29. August 2013
Massentierhaltung auf dem Vormarsch
Potsdam: In Brandenburg leben bereits anderthalb Mal so viele Masthühner (3,7 Mio) wie Einwohner (2,4 Mio). Dennoch liegen in diesem Bundesland für 3,5 Millionen Hühner neue Anträge für Stallbauten vor, so dass fast eine Verdoppelung der Broilermastplätze zu befürchten ist. „Abgesehen von den Umweltschäden, die von der Massentierhaltung herrühren, werden hier auch inakzeptable Überkapazitäten aufgebaut. Werden all diese Megaställe errichtet, ist für die Erzeuger der Preisverfall ihrer Produkte absehbar“, sagte der Vorsitzende des BUND-Landesverbandes Burkhard Voß.
So wurden Anfang des Jahres trotz der Einwendungen des BUND Anlagen für 380 000 Hähnchen in Groß Haßlow bei Wittstock und für 162 000 Hähnchen in Lüdersdorf bei Wriezen genehmigt. Vor wenigen Tagen fand der Erörterungstermin im Genehmigungsverfahren für zwei Anlagen mit insgesamt 400 000 Hähnchenplätzen in Gumtow (Prignitz) statt. Der Genehmigungsantrag für zwei Anlagen mit insgesamt 432 000 Broilerplätzen in Steinhöfel (Oder-Spree) ist in Vorbereitung.
Voß: „Die Verbraucher reduzieren ihren Fleischkonsum. Das tun sie auch wegen der Missstände in den Megaställen und dem horrenden Antibiotikaeinsatz in der Hühnermast. Gleichzeitig trägt die Überproduktion an Hähnchenfleisch von mehr als 25 Prozent oberhalb des Konsums in Deutschland massiven Preisdruck auf die Bauern mit sich. Jeder neue Stall bringt daher weitere Betriebe näher an den Ruin. Deutschland braucht keinen weiteren Zuwachs an Groß-Mastanlagen. Erforderlich sind stattdessen ein Stopp staatlicher Subventionen für neue herkömmliche Stallbauten und ein bundesweites Moratorium für weitere Baugenehmigungen.“ Die EU fördert Investitionen in Ställe mit bis zu 50 Prozent.
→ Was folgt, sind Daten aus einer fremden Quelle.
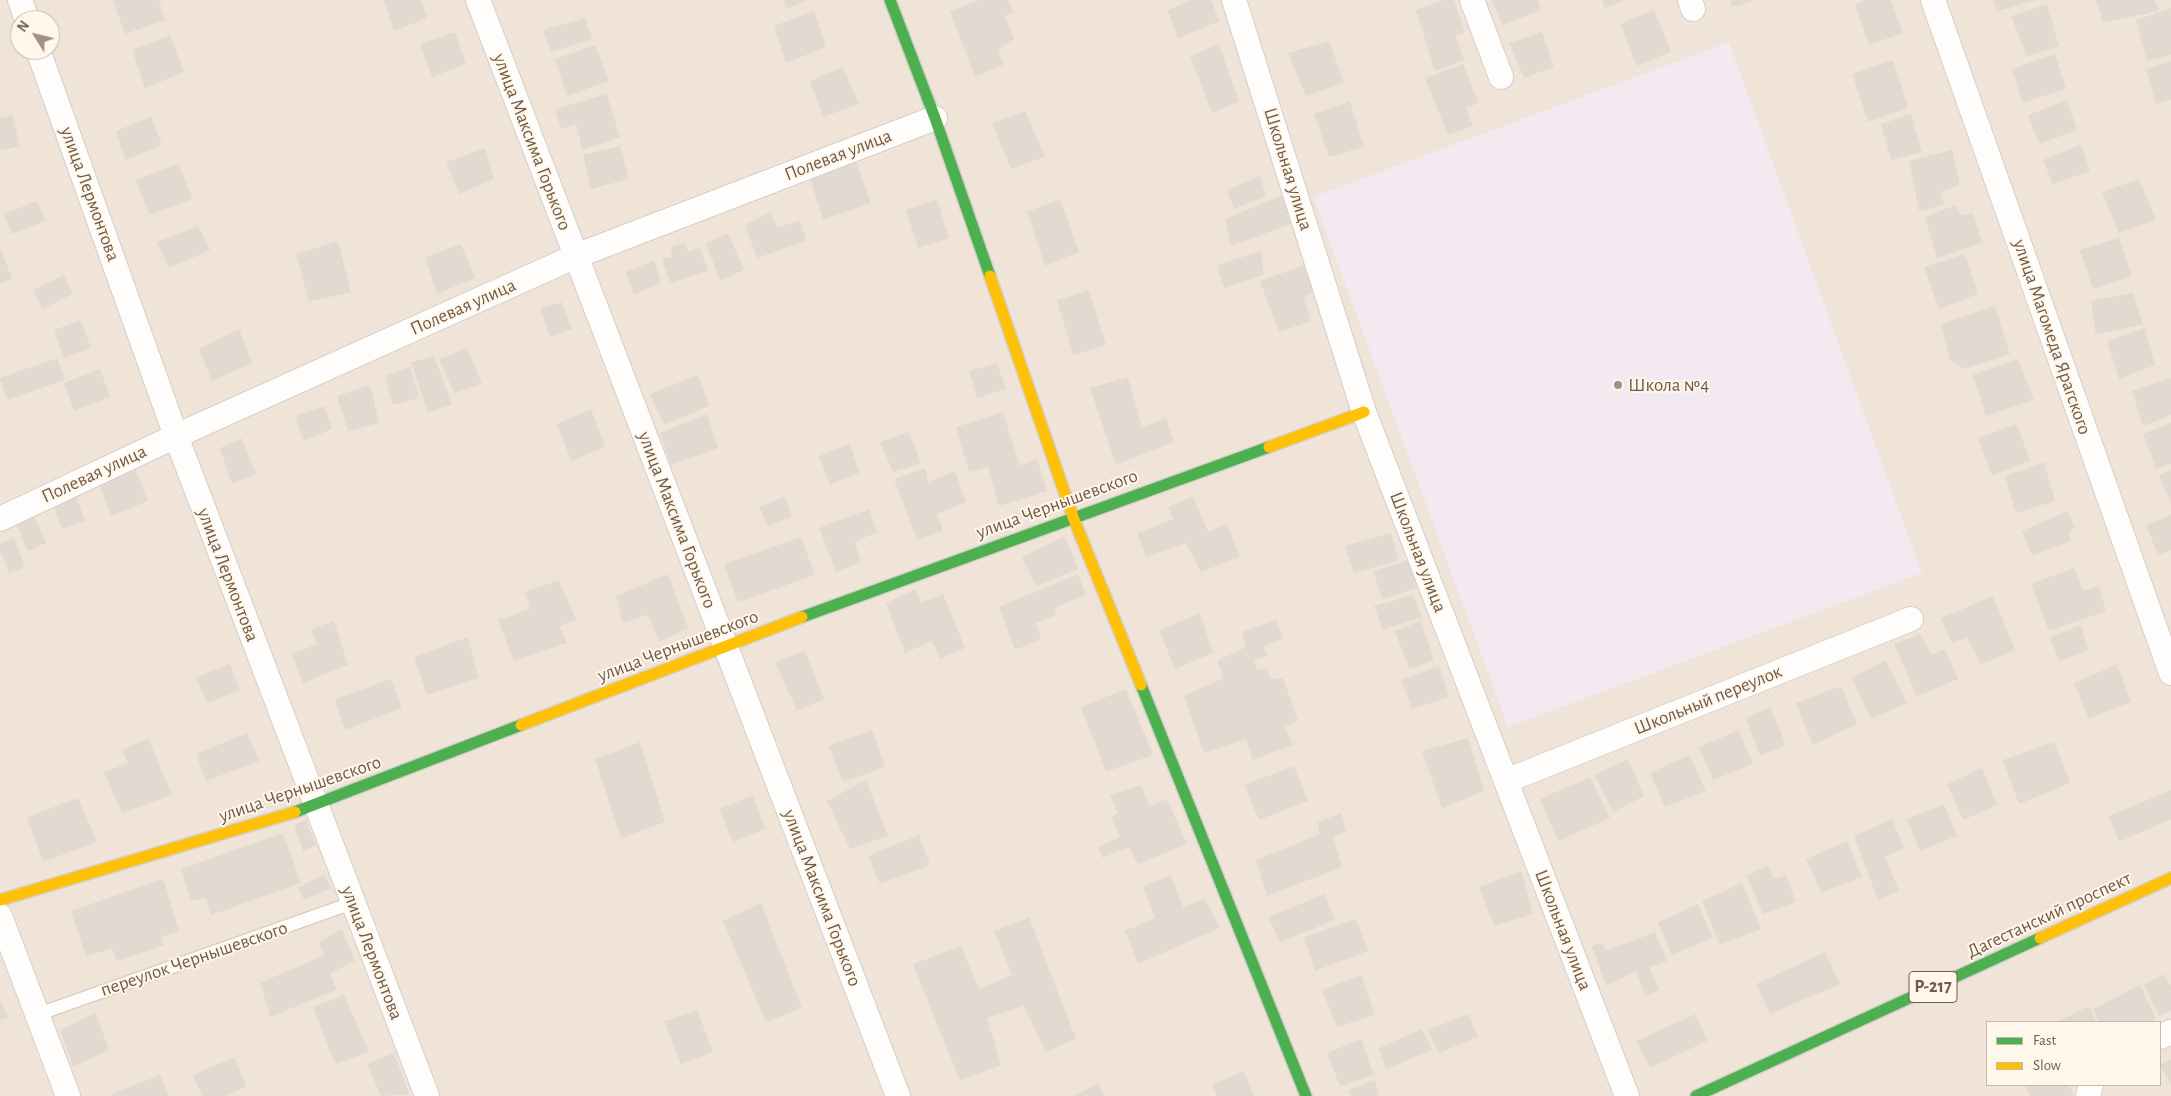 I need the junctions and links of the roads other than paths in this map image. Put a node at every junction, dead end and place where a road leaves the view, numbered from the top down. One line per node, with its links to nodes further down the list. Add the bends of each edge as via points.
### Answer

Der BUND fordert, das überbordende Wachstum in der Fleischproduktion zu stoppen. Burkhard Voß: „Die Menschen wollen regionale Lebensmittel, die nach höchsten Tier- und Umweltschutzstandards erzeugt worden sind. Bäuerliche Betriebe, die diese Erwartungen erfüllen, können ihre Wertschöpfung erheblich steigern. Dazu muss die Politik faire Marktbedingungen sichern und die Agrarreform in Deutschland entsprechend umsetzen.“ Der BUND forderte konkret, dass 30 Prozent der Direktzahlungen aus Brüssel für kleinere Betriebe umgewidmet und 15 Prozent der Direktzahlungen für die ländliche Entwicklung in eine Förderoffensive für Ökolandbau, Tierschutz und Regionalität gelenkt werden müssen.
Im Vorfeld der Bundestagswahl hat der BUND einen Kandidatencheck durchgeführt und die Kandidaten zur Bundestagswahl unter anderem gefragt, was sie gegen Massentierhaltung und die Auswüchse der Agrarindustrie unternehmen wollen.